DATA SHOWN
========================================

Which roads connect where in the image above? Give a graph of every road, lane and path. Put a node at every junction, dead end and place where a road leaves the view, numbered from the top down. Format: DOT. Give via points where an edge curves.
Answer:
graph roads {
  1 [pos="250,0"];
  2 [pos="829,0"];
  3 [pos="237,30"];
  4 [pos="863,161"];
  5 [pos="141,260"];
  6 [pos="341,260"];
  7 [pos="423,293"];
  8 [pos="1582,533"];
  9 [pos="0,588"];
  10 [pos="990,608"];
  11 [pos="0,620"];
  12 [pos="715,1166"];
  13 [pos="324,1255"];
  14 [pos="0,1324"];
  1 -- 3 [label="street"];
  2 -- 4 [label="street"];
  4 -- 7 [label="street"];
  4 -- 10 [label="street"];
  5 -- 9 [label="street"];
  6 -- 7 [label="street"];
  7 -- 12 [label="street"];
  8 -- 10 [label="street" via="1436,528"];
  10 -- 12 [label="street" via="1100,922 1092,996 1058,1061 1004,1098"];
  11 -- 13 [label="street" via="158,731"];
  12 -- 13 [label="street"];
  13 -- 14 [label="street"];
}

========================================

THE TASK
Reproduce the records word for word.

SOLUTION FOR THIS EXERCISE
Which roads connect where in the image above? Give a graph of every road, lane and path. Put a node at every junction, dead end and place where a road leaves the view, numbered from the top down. Format: DOT. Give via points where an edge curves.
Answer:
graph roads {
  1 [pos="250,0"];
  2 [pos="829,0"];
  3 [pos="237,30"];
  4 [pos="863,161"];
  5 [pos="141,260"];
  6 [pos="341,260"];
  7 [pos="423,293"];
  8 [pos="1582,533"];
  9 [pos="0,588"];
  10 [pos="990,608"];
  11 [pos="0,620"];
  12 [pos="715,1166"];
  13 [pos="324,1255"];
  14 [pos="0,1324"];
  1 -- 3 [label="street"];
  2 -- 4 [label="street"];
  4 -- 7 [label="street"];
  4 -- 10 [label="street"];
  5 -- 9 [label="street"];
  6 -- 7 [label="street"];
  7 -- 12 [label="street"];
  8 -- 10 [label="street" via="1436,528"];
  10 -- 12 [label="street" via="1100,922 1092,996 1058,1061 1004,1098"];
  11 -- 13 [label="street" via="158,731"];
  12 -- 13 [label="street"];
  13 -- 14 [label="street"];
}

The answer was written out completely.